2.4 Instructions

This book is intend to work in two ways: one way is to be used as a manual, you can follow along to accomplish an entire data science project; Another way is to be used as a company to my online video recordings. If you can get the video that is great. But if you cannot, it is also fine, The only drawback is you have to read the whole contends line by line.

I will use the following stickers to indicate the text is an explanation or an instruction or actions need you to do. So you know what you have to read word by word and what you can skip.


Code appears with code sticker. Like this,

# Load raw data
train <- read.csv("train.csv", header = TRUE)
test <- read.csv("test.csv", header = TRUE)

They are the one you have to read word by word and type (copy-past) into your script and run them. It is also a good idea to record the results or plot (graph results) into a file. So you can always come back to check them.


Tips, like this one,

Within the console, you can use the up and down arrows to find recent commands, and hitting tab will auto-complete commands and object names if possible.

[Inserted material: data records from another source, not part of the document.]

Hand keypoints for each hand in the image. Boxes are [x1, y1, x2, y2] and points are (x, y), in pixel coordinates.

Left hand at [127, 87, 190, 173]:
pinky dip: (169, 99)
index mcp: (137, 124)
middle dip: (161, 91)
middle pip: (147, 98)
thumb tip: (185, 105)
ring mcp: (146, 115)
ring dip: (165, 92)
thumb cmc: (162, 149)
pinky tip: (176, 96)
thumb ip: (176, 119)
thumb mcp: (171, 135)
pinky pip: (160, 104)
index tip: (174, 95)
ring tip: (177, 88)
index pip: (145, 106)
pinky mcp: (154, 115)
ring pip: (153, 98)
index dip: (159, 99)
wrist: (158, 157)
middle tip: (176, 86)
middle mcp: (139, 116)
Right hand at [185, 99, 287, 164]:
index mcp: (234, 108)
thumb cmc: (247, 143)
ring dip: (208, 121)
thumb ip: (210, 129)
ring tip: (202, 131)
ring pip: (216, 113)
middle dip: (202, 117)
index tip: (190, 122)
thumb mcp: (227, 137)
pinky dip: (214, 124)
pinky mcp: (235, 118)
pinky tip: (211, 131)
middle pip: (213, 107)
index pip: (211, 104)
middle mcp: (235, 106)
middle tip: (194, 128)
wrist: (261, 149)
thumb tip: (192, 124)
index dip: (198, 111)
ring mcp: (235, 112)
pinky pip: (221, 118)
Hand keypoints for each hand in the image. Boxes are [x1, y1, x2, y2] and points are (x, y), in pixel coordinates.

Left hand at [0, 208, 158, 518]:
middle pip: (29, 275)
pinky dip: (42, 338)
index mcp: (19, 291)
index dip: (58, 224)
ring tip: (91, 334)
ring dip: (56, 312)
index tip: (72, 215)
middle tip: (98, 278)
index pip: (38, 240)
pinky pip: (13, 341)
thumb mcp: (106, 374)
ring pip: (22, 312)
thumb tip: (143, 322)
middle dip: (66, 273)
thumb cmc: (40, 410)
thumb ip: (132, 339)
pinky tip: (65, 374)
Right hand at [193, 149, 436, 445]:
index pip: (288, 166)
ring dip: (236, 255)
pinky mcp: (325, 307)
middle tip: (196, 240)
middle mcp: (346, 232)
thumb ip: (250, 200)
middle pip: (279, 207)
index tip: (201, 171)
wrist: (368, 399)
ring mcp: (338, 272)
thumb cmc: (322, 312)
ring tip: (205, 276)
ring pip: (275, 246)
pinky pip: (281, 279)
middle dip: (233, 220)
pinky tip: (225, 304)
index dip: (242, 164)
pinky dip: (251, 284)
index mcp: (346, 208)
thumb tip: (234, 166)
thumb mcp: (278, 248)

are general advice. You can skip them if you already know. They can save your time but not affect your learning.


Any actions, by default, are assumed you will act upon. It appears in action sticker,

Change data type Go back to look into Kaggle to explain pclass: proxy for social class: richer or poor. It should be factor, it does not make sense to stay in int, we are not add or calculate with them

data.combined$pclass <- as.factor(data.combined$pclass)

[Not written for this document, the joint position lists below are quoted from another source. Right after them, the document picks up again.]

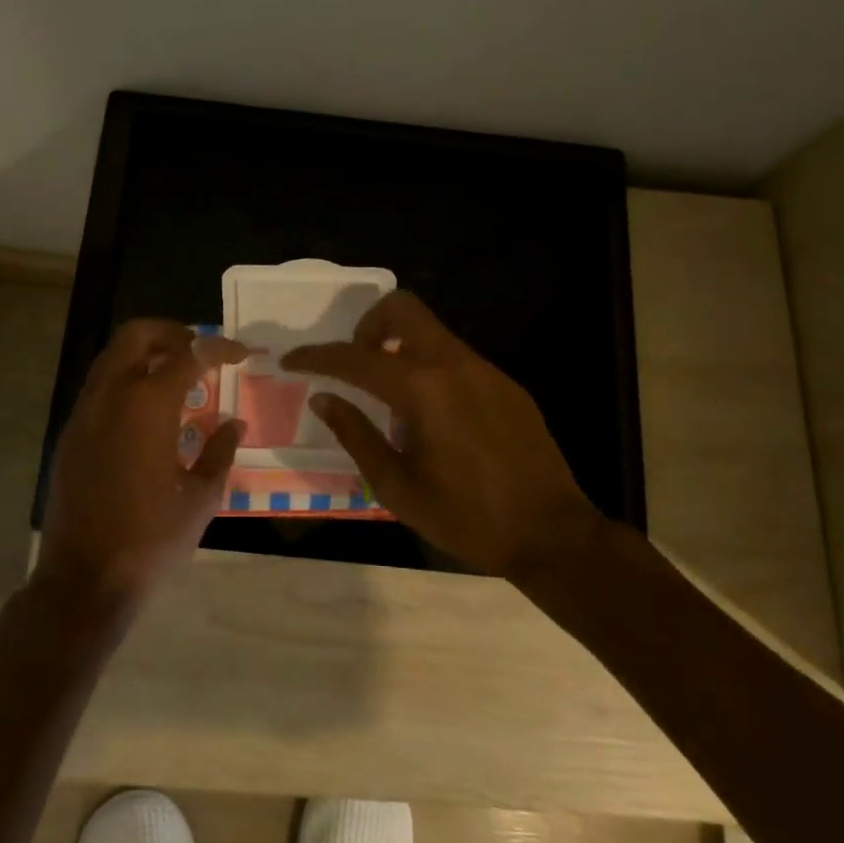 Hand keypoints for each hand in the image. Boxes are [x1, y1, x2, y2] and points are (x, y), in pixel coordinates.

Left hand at [37, 320, 249, 607]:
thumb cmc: (151, 538)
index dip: (218, 348)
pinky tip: (147, 413)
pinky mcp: (70, 435)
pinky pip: (99, 387)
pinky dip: (126, 380)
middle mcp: (111, 396)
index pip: (188, 355)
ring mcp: (84, 413)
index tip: (240, 353)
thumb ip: (220, 451)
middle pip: (136, 335)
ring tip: (177, 378)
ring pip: (112, 357)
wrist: (84, 579)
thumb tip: (235, 423)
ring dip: (145, 354)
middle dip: (171, 332)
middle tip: (198, 351)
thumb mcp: (201, 497)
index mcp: (148, 405)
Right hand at [281, 292, 597, 576]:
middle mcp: (454, 365)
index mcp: (423, 390)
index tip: (292, 360)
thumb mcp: (397, 486)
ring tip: (393, 402)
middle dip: (366, 326)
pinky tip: (434, 418)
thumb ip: (355, 435)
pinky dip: (430, 370)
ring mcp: (486, 370)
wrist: (551, 533)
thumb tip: (324, 398)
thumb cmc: (467, 518)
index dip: (318, 357)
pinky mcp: (505, 384)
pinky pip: (455, 358)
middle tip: (355, 366)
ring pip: (430, 332)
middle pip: (401, 308)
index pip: (355, 358)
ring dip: (399, 349)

Particularly, they are in a sequential order. If you did not take previous actions you cannot do the current. It is possible you have processed some datasets and it is used later on. So you must carry out actions one by one, and not jump to the later ones without accomplish the earlier ones.


Exercises at the end of each chapter, are provided for you to periodically explore alternatives of a solution or to enhance some key techniques. It is always good if you can do the exercises.

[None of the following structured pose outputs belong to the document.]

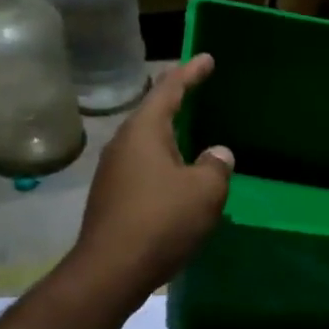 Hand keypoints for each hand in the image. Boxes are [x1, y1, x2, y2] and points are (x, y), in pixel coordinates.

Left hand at [69, 54, 232, 301]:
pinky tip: (178, 180)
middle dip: (177, 102)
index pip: (169, 89)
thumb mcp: (204, 192)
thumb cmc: (161, 222)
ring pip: (147, 144)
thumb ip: (216, 166)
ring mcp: (113, 172)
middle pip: (153, 113)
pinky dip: (164, 165)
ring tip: (193, 136)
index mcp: (144, 131)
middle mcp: (123, 144)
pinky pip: (144, 169)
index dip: (191, 72)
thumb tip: (217, 154)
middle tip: (199, 91)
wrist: (111, 270)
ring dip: (171, 138)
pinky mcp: (112, 198)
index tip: (207, 58) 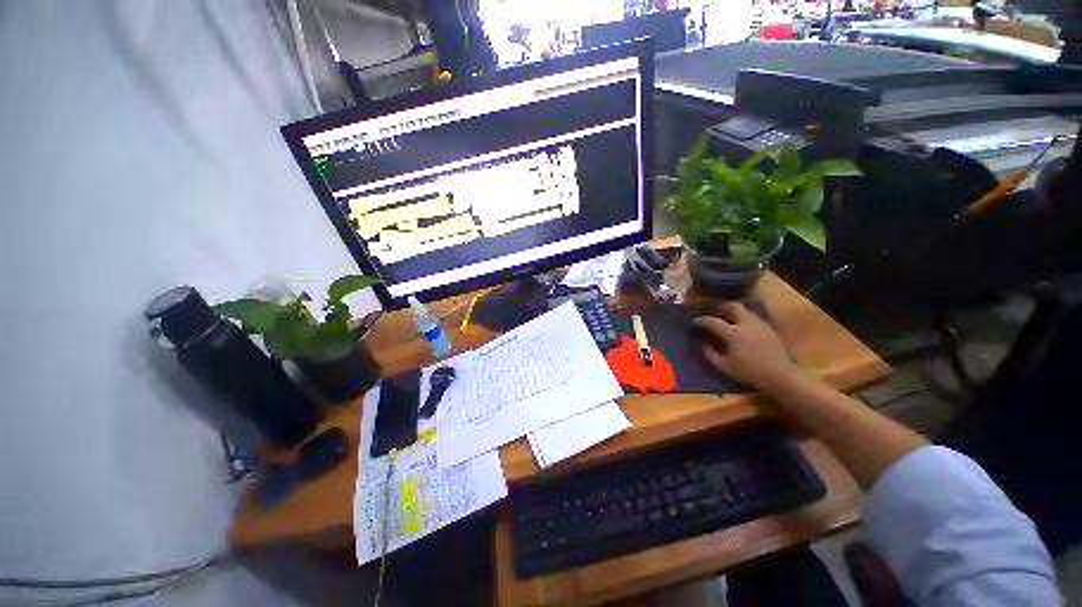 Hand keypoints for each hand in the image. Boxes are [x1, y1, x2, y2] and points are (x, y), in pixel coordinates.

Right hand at [693, 301, 799, 391]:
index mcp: (733, 333)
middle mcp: (746, 324)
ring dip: (734, 312)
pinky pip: (753, 318)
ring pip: (745, 311)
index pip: (712, 321)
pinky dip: (744, 319)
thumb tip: (701, 343)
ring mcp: (760, 324)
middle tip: (713, 311)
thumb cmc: (749, 372)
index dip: (701, 320)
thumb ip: (709, 353)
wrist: (781, 376)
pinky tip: (742, 328)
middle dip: (720, 306)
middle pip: (732, 306)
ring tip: (728, 318)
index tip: (695, 322)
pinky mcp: (769, 328)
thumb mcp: (724, 366)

The default protocol is that I have some codes written (at the appendix) and you will download them and open in your RStudio. Then you need to run (or copy and past) line by line into your Rstudio. You can understand their functions and the reason to function like that. After you understand them you can change them or write some new code. While you are doing that, you simply comment out my code rather than delete them just in case you need to come back to look at them again. Once you can write your own code, it shows you have learned.

Before you go, let’s try it,

Open a new project called “MyDataSciece”, Set up working directory as “~/MyDataScienceWithR”, Create a first R program called DSPR1, setwk(~/MyDataScienceWithR)

Okay. Save your file and move to the next chapter.